START Record set

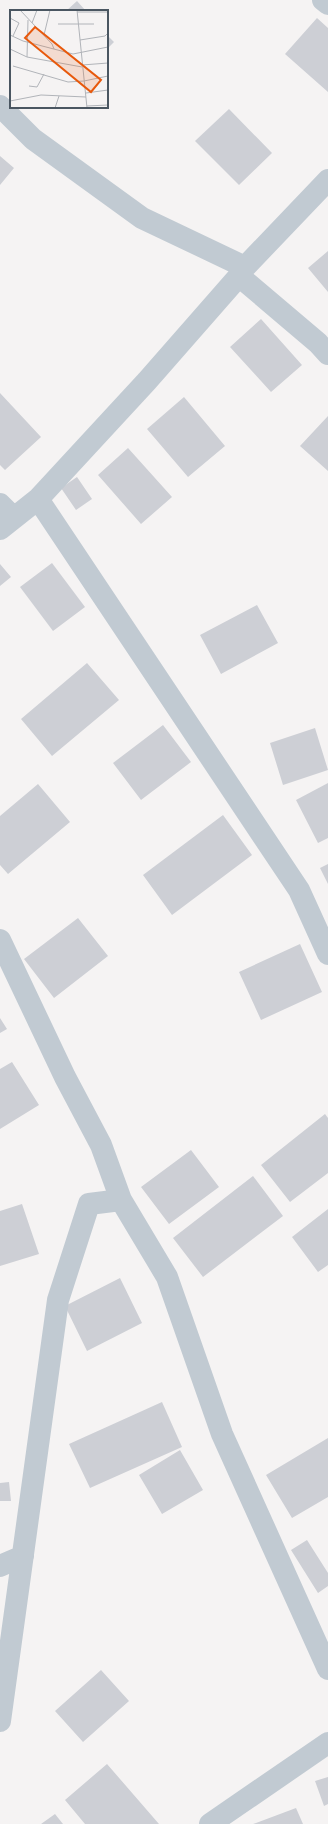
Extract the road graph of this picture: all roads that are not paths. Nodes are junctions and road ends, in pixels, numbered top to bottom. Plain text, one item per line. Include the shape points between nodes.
1 (322, 0) edge
2 (328, 4) edge
3 (0, 106) edge
4 (328, 180) edge
5 (242, 271) junction
6 (328, 354) edge
7 (38, 499) junction
8 (5, 517) edge
9 (0, 940) edge
10 (328, 954) edge
11 (121, 1200) junction
12 (23, 1556) junction
13 (0, 1566) edge
14 (328, 1669) edge
15 (0, 1721) edge
16 (328, 1743) edge
17 (210, 1824) edge

1 - 2 street
3 - 5 street via 33,139 142,218
4 - 5 street
5 - 6 street
5 - 7 street via 147,381
7 - 8 street
7 - 10 street via 299,890
9 - 11 street via 65,1077 101,1145
11 - 12 street via 89,1204 58,1300
11 - 14 street via 167,1278 222,1434
12 - 13 street
12 - 15 street
16 - 17 street

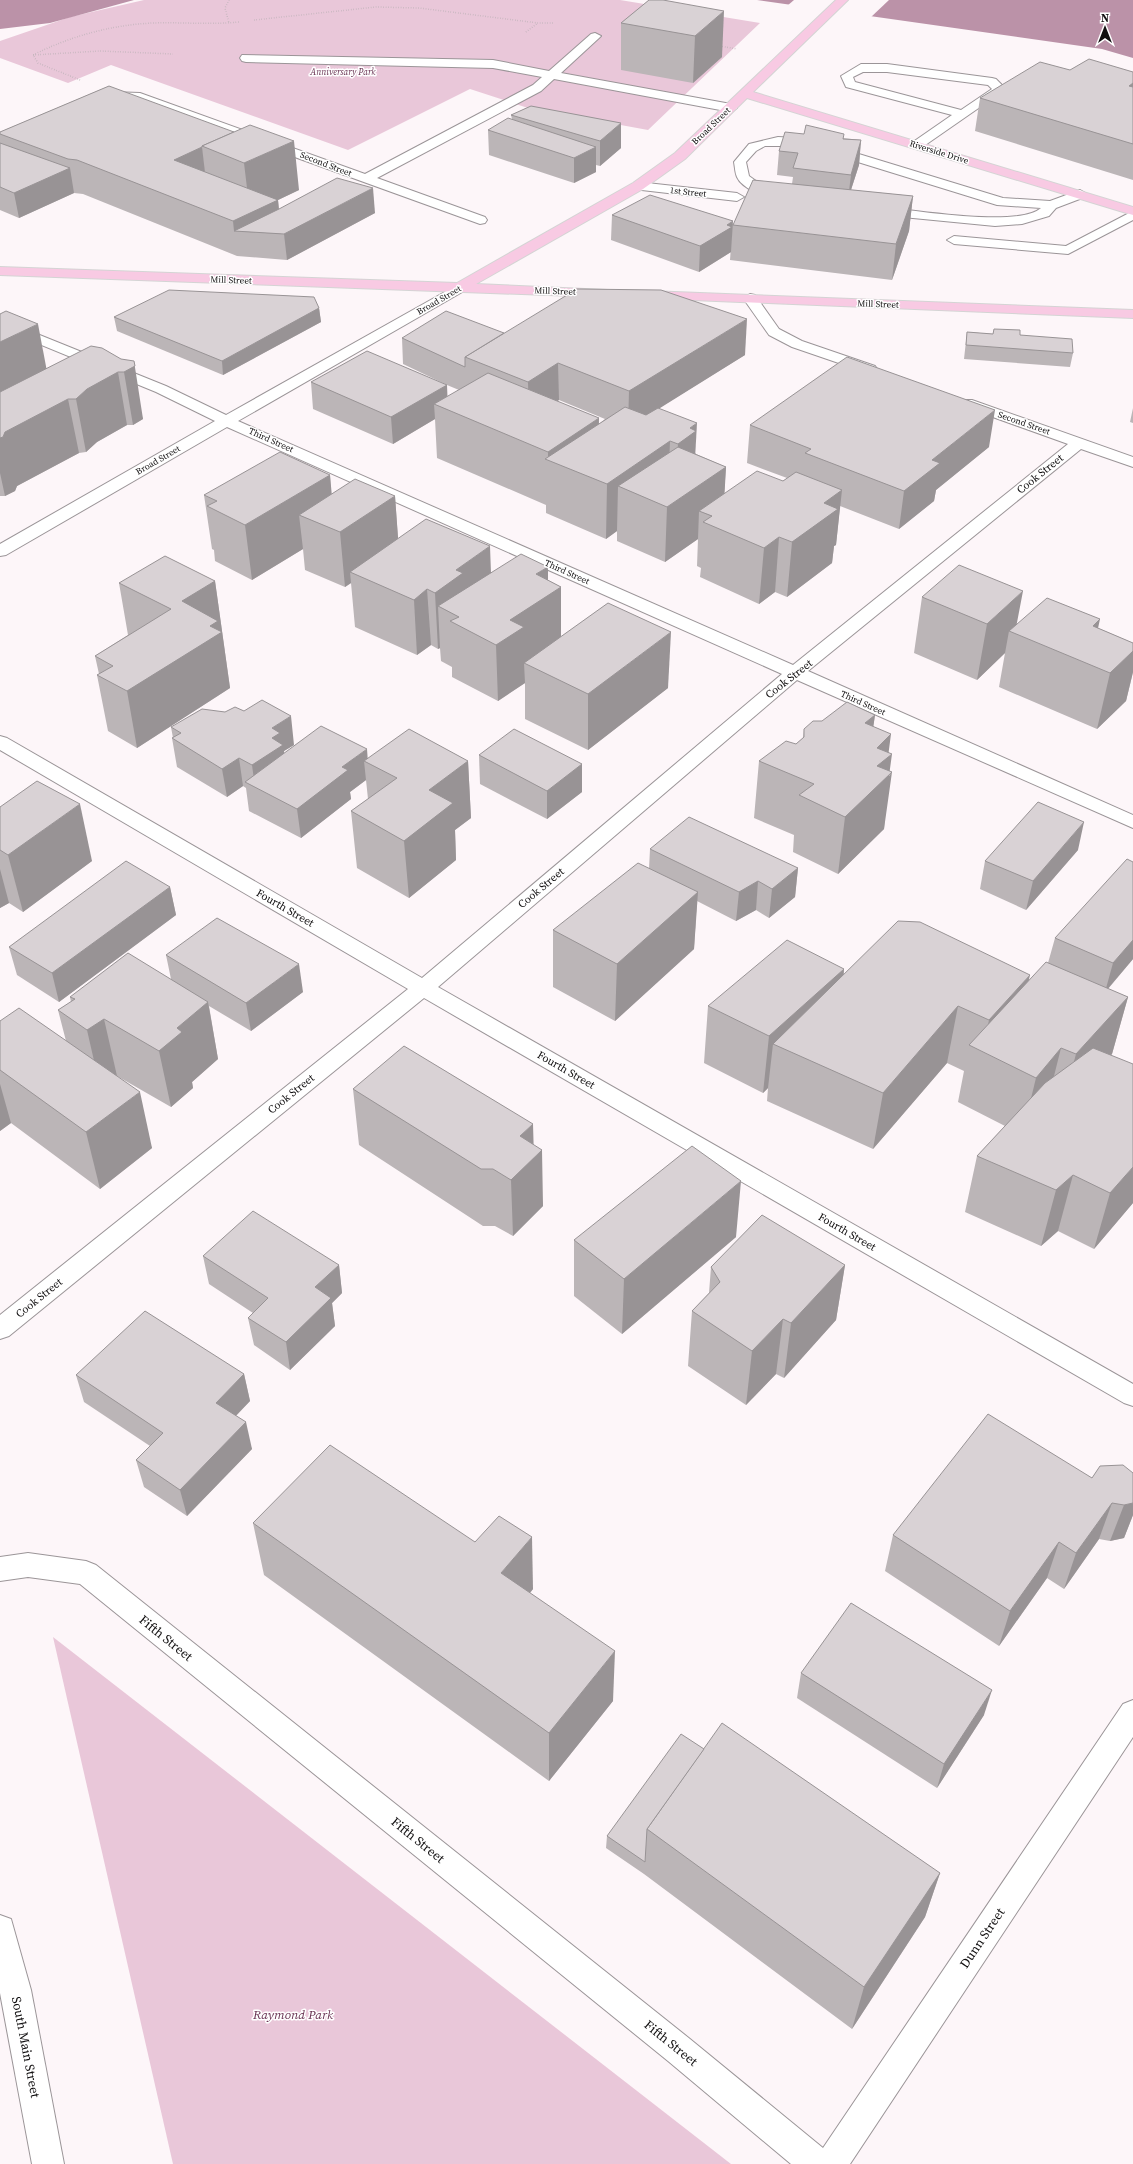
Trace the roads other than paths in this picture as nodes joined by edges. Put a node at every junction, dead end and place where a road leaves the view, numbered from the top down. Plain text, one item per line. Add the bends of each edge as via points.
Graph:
1 (842, 0) edge
2 (595, 36) dead end
3 (246, 58) dead end
4 (552, 75) junction
5 (746, 94) junction
6 (97, 98) edge
7 (731, 108) junction
8 (961, 114) junction
9 (917, 145) junction
10 (365, 178) junction
11 (638, 186) junction
12 (1080, 194) junction
13 (737, 197) dead end
14 (794, 200) edge
15 (1051, 205) junction
16 (870, 210) edge
17 (1133, 211) edge
18 (1133, 215) edge
19 (480, 220) dead end
20 (954, 240) dead end
21 (0, 271) edge
22 (459, 288) junction
23 (615, 294) edge
24 (639, 294) edge
25 (750, 298) junction
26 (1133, 314) edge
27 (0, 323) edge
28 (886, 375) edge
29 (953, 398) edge
30 (226, 421) junction
31 (1079, 443) junction
32 (1133, 462) edge
33 (0, 551) edge
34 (796, 673) junction
35 (0, 742) edge
36 (1133, 822) edge
37 (423, 988) junction
38 (0, 1329) edge
39 (1133, 1396) edge
40 (0, 1569) edge
41 (1133, 1713) edge
42 (0, 1930) edge
43 (48, 2164) edge
44 (817, 2164) edge
45 (831, 2164) edge

1 - 5 main road, Broad Street
2 - 4 street
3 - 4 street via 493,64
4 - 7 street
4 - 10 street via 537,88
5 - 7 main road, Broad Street
5 - 9 main road, Riverside Drive
6 - 10 street, Second Street via 136,96
7 - 11 main road, Broad Street via 680,156
8 - 8 street via 1000,89 992,82 887,68 861,68 847,76 850,84
8 - 9 street
9 - 12 main road, Riverside Drive
10 - 19 street, Second Street
11 - 13 street, 1st Street
11 - 22 main road, Broad Street
12 - 15 street
12 - 17 main road, Riverside Drive
14 - 15 street via 758,189 743,177 740,162 752,148 769,142 795,141 1002,202
15 - 16 street via 1044,213 1022,220 995,222
18 - 20 street via 1068,250
21 - 22 main road, Mill Street
22 - 23 main road, Mill Street
22 - 30 street, Broad Street
24 - 25 main road, Mill Street
25 - 26 main road, Mill Street
25 - 28 street via 774,332 797,344
27 - 30 street, Third Street via 161,389
29 - 31 street, Second Street
30 - 33 street, Broad Street
30 - 34 street, Third Street
31 - 32 street, Second Street
31 - 34 street, Cook Street
34 - 36 street, Third Street
34 - 37 street, Cook Street via 749,710
35 - 37 street, Fourth Street
37 - 38 street, Cook Street
37 - 39 street, Fourth Street
40 - 44 street, Fifth Street via 28,1565 86,1573
41 - 45 street, Dunn Street
42 - 43 street, South Main Street via 15,1990

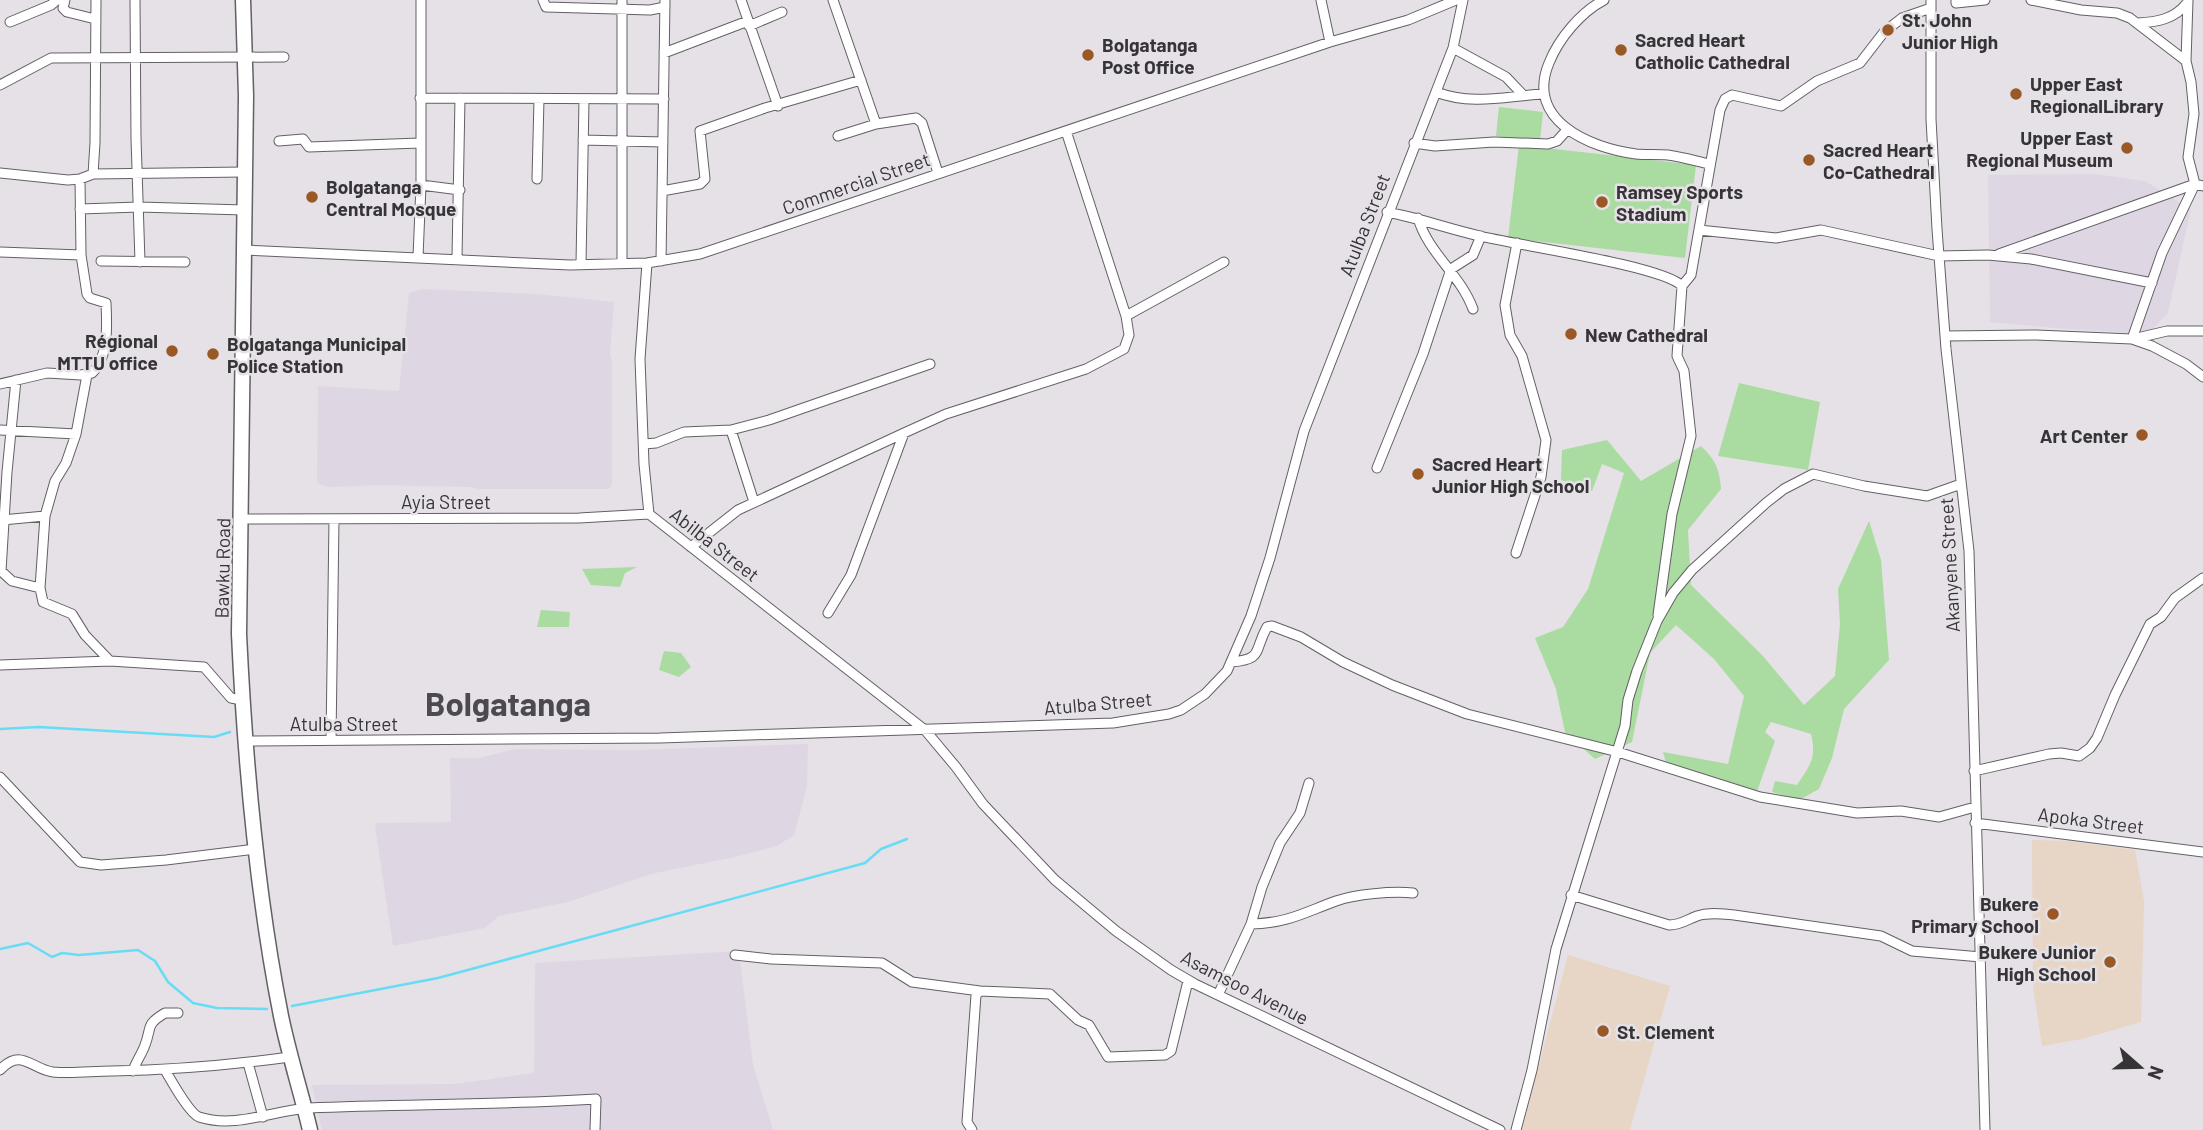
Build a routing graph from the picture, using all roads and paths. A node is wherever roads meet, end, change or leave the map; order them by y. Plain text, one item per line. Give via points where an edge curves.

END Record set

Work to be completed: Where the string "from" occurs in the data, return the whole line.

Solved exercise:
Trace the roads other than paths in this picture as nodes joined by edges. Put a node at every junction, dead end and place where a road leaves the view, numbered from the top down. Plain text, one item per line. Add the bends of each edge as via points.
Build a routing graph from the picture, using all roads and paths. A node is wherever roads meet, end, change or leave the map; order them by y. Plain text, one item per line. Give via points where an edge curves.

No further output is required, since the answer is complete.